++++ RECORDS SHOWN

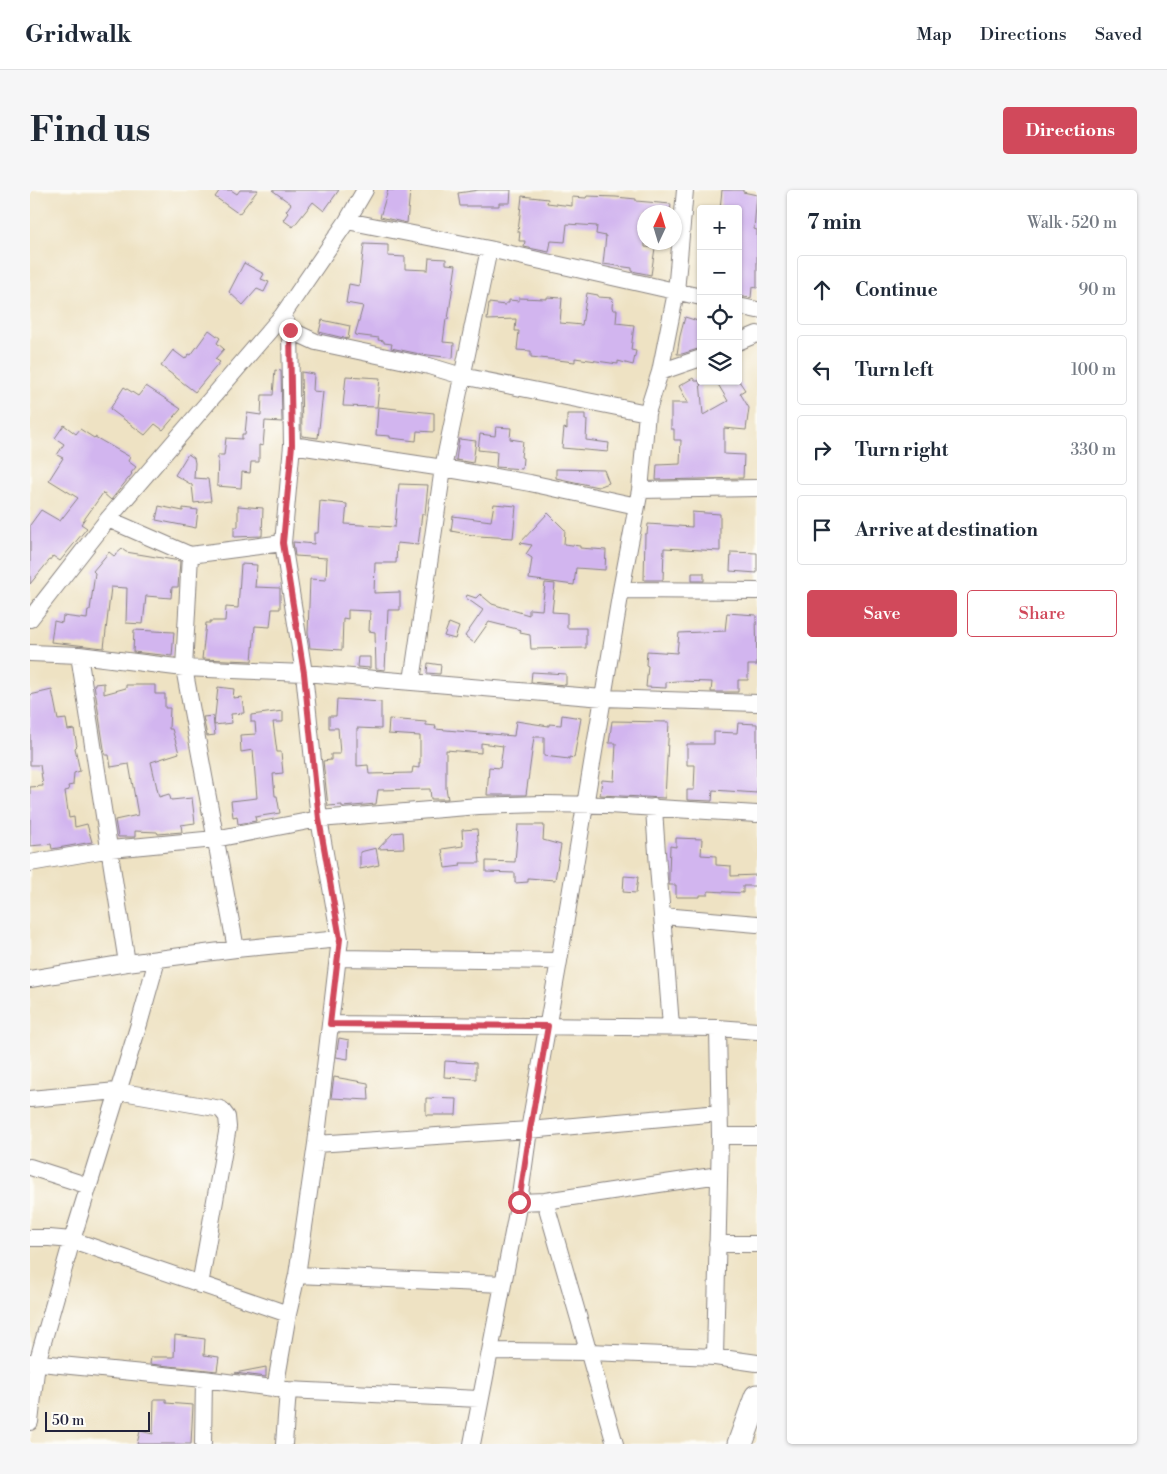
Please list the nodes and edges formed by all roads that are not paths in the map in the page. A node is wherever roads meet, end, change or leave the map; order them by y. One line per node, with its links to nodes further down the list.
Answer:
1 (365, 190): 3 (street)
2 (685, 190): 5 (street)
3 (347, 220): 4 (street); 9 (street)
4 (489, 249): 5 (street); 14 (street)
5 (676, 292): 6 (street); 13 (street)
6 (697, 297)
7 (742, 307): 8 (street)
8 (757, 310)
9 (286, 323): 14 (street); 16 (street); 20 (street)
10 (757, 334): 11 (street)
11 (742, 340)
12 (697, 359): 13 (street)
13 (660, 372): 15 (street)
14 (462, 376): 15 (street); 17 (street)
15 (647, 413): 19 (street)
16 (292, 445): 17 (street); 21 (street)
17 (443, 468): 19 (street); 30 (street)
18 (757, 488): 19 (street)
19 (639, 498): 23 (street)
20 (108, 519): 22 (street); 25 (street)
21 (283, 543): 22 (street); 29 (street)
22 (190, 555): 28 (street)
23 (621, 590): 24 (street); 31 (street)
24 (757, 592)
25 (30, 619)
26 (30, 653): 27 (street)
27 (79, 655): 28 (street); 38 (street)
28 (184, 668): 29 (street); 37 (street)
29 (304, 673): 30 (street); 36 (street)
30 (412, 682): 31 (street)
31 (603, 698): 32 (street); 33 (street)
32 (757, 703)
33 (585, 804): 34 (street); 36 (street); 46 (street)
34 (654, 807): 35 (street); 40 (street)
35 (757, 814)
36 (319, 819): 37 (street); 42 (street)
37 (215, 839): 38 (street); 43 (street)
38 (111, 849): 39 (street); 47 (street)
39 (30, 863)
40 (663, 916): 41 (street); 51 (street)
41 (757, 924)
42 (340, 939): 43 (street); 44 (street)
43 (236, 949): 45 (street)
44 (338, 958): 46 (street); 49 (street)
45 (157, 960): 47 (street); 54 (street)
46 (560, 961): 50 (street)
47 (127, 963): 48 (street)
48 (30, 979)
49 (330, 1024): 50 (street); 60 (street)
50 (548, 1026): 51 (street); 57 (street)
51 (671, 1027): 52 (street)
52 (718, 1028): 53 (street); 56 (street)
53 (757, 1030)
54 (118, 1091): 55 (street); 63 (street); 72 (street)
55 (30, 1099)
56 (719, 1113): 57 (street); 58 (street)
57 (530, 1130): 60 (street); 65 (street)
58 (720, 1136): 59 (street); 62 (street)
59 (757, 1136)
60 (316, 1144): 70 (street)
61 (30, 1168): 63 (street)
62 (719, 1175): 64 (street); 68 (street)
63 (89, 1186): 67 (street)
64 (545, 1201): 65 (street); 75 (street)
65 (519, 1202): 71 (street)
66 (30, 1238): 67 (street)
67 (72, 1240): 72 (street); 78 (street)
68 (717, 1244): 69 (street); 76 (street)
69 (757, 1244)
70 (297, 1275): 71 (street); 73 (street)
71 (502, 1284): 74 (street)
72 (200, 1285): 73 (street)
73 (288, 1314): 80 (street)
74 (490, 1352): 75 (street); 82 (street)
75 (589, 1352): 76 (street); 87 (street)
76 (715, 1357): 77 (street)
77 (757, 1362)
78 (33, 1363): 79 (street); 83 (street)
79 (204, 1379): 80 (street); 84 (street)
80 (281, 1389): 82 (street); 85 (street)
81 (757, 1396): 88 (highway)
82 (480, 1399): 86 (street)
83 (30, 1422)
84 (203, 1444)
85 (284, 1444)
86 (472, 1444)
87 (615, 1444)
88 (740, 1444)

++++++++

▶ [DESCRIPTION OF THE TASK] Line by line, reproduce the material above exactly, leaving each picture out.

▶ [EXERCISE RESPONSE]
Please list the nodes and edges formed by all roads that are not paths in the map in the page. A node is wherever roads meet, end, change or leave the map; order them by y. One line per node, with its links to nodes further down the list.
Answer:
1 (365, 190): 3 (street)
2 (685, 190): 5 (street)
3 (347, 220): 4 (street); 9 (street)
4 (489, 249): 5 (street); 14 (street)
5 (676, 292): 6 (street); 13 (street)
6 (697, 297)
7 (742, 307): 8 (street)
8 (757, 310)
9 (286, 323): 14 (street); 16 (street); 20 (street)
10 (757, 334): 11 (street)
11 (742, 340)
12 (697, 359): 13 (street)
13 (660, 372): 15 (street)
14 (462, 376): 15 (street); 17 (street)
15 (647, 413): 19 (street)
16 (292, 445): 17 (street); 21 (street)
17 (443, 468): 19 (street); 30 (street)
18 (757, 488): 19 (street)
19 (639, 498): 23 (street)
20 (108, 519): 22 (street); 25 (street)
21 (283, 543): 22 (street); 29 (street)
22 (190, 555): 28 (street)
23 (621, 590): 24 (street); 31 (street)
24 (757, 592)
25 (30, 619)
26 (30, 653): 27 (street)
27 (79, 655): 28 (street); 38 (street)
28 (184, 668): 29 (street); 37 (street)
29 (304, 673): 30 (street); 36 (street)
30 (412, 682): 31 (street)
31 (603, 698): 32 (street); 33 (street)
32 (757, 703)
33 (585, 804): 34 (street); 36 (street); 46 (street)
34 (654, 807): 35 (street); 40 (street)
35 (757, 814)
36 (319, 819): 37 (street); 42 (street)
37 (215, 839): 38 (street); 43 (street)
38 (111, 849): 39 (street); 47 (street)
39 (30, 863)
40 (663, 916): 41 (street); 51 (street)
41 (757, 924)
42 (340, 939): 43 (street); 44 (street)
43 (236, 949): 45 (street)
44 (338, 958): 46 (street); 49 (street)
45 (157, 960): 47 (street); 54 (street)
46 (560, 961): 50 (street)
47 (127, 963): 48 (street)
48 (30, 979)
49 (330, 1024): 50 (street); 60 (street)
50 (548, 1026): 51 (street); 57 (street)
51 (671, 1027): 52 (street)
52 (718, 1028): 53 (street); 56 (street)
53 (757, 1030)
54 (118, 1091): 55 (street); 63 (street); 72 (street)
55 (30, 1099)
56 (719, 1113): 57 (street); 58 (street)
57 (530, 1130): 60 (street); 65 (street)
58 (720, 1136): 59 (street); 62 (street)
59 (757, 1136)
60 (316, 1144): 70 (street)
61 (30, 1168): 63 (street)
62 (719, 1175): 64 (street); 68 (street)
63 (89, 1186): 67 (street)
64 (545, 1201): 65 (street); 75 (street)
65 (519, 1202): 71 (street)
66 (30, 1238): 67 (street)
67 (72, 1240): 72 (street); 78 (street)
68 (717, 1244): 69 (street); 76 (street)
69 (757, 1244)
70 (297, 1275): 71 (street); 73 (street)
71 (502, 1284): 74 (street)
72 (200, 1285): 73 (street)
73 (288, 1314): 80 (street)
74 (490, 1352): 75 (street); 82 (street)
75 (589, 1352): 76 (street); 87 (street)
76 (715, 1357): 77 (street)
77 (757, 1362)
78 (33, 1363): 79 (street); 83 (street)
79 (204, 1379): 80 (street); 84 (street)
80 (281, 1389): 82 (street); 85 (street)
81 (757, 1396): 88 (highway)
82 (480, 1399): 86 (street)
83 (30, 1422)
84 (203, 1444)
85 (284, 1444)
86 (472, 1444)
87 (615, 1444)
88 (740, 1444)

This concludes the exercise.